Collected data:
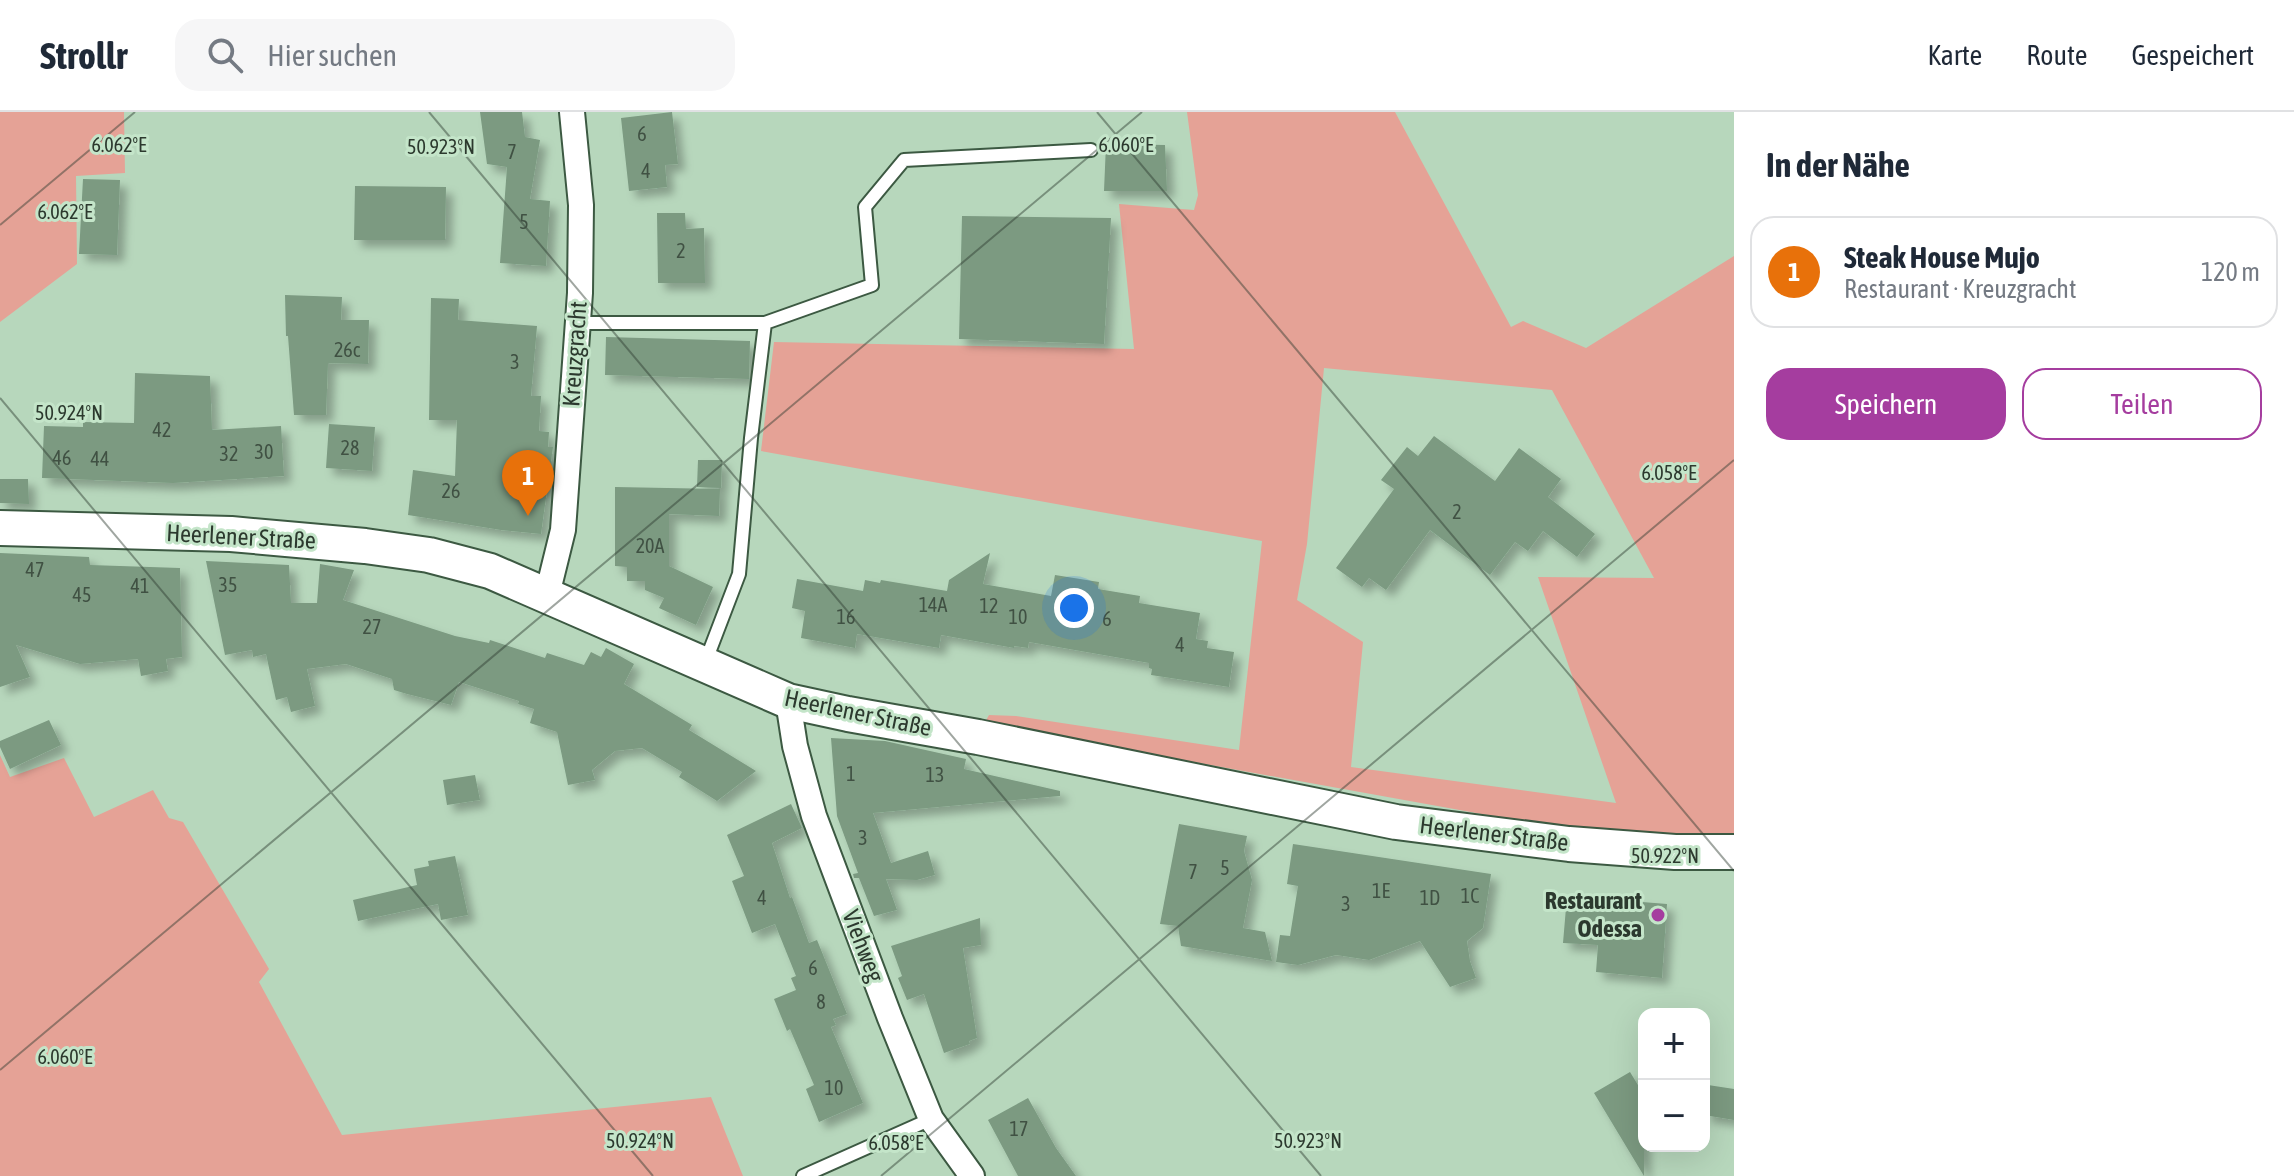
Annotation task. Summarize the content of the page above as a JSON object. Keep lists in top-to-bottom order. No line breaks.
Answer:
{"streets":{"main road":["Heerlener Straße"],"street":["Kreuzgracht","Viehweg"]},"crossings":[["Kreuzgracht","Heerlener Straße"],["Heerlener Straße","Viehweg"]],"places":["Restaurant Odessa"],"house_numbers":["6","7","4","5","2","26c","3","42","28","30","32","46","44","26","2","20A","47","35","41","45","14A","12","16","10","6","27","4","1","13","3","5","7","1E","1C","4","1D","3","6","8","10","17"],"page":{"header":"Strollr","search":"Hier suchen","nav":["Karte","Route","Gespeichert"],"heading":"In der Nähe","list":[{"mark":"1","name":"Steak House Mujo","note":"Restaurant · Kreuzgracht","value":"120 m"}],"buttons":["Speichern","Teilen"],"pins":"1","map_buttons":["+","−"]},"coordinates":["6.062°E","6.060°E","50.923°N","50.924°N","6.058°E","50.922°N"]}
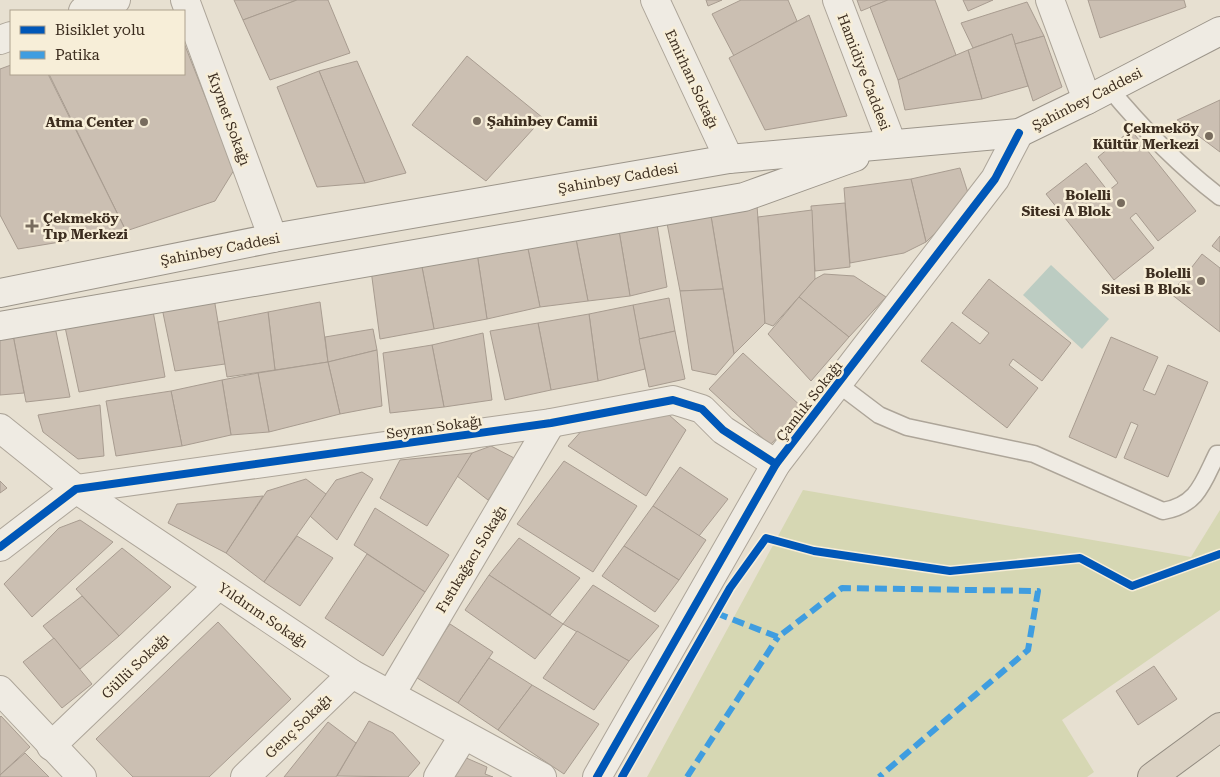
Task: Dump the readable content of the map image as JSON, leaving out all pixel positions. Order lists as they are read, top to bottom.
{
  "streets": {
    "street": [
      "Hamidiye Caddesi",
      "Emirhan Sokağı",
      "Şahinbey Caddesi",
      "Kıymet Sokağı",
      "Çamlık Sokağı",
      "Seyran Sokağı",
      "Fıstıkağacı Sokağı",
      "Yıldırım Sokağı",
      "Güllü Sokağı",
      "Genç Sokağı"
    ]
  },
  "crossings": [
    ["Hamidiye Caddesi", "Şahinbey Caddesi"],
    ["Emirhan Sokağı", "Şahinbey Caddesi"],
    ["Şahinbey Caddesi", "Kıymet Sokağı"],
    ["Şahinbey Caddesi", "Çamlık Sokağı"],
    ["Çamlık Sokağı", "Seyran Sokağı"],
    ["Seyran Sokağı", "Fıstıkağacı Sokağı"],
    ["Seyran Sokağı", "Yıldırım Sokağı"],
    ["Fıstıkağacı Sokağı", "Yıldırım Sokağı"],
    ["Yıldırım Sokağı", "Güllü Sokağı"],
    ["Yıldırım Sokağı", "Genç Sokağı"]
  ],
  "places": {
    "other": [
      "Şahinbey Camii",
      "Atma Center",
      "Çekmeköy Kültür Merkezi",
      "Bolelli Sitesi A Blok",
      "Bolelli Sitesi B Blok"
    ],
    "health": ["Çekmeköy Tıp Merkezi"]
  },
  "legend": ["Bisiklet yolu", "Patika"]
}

* [Instructions for the task] List every line above that holds the word "Fıstıkağacı".

* [Result]
      "Fıstıkağacı Sokağı",
    ["Seyran Sokağı", "Fıstıkağacı Sokağı"],
    ["Fıstıkağacı Sokağı", "Yıldırım Sokağı"],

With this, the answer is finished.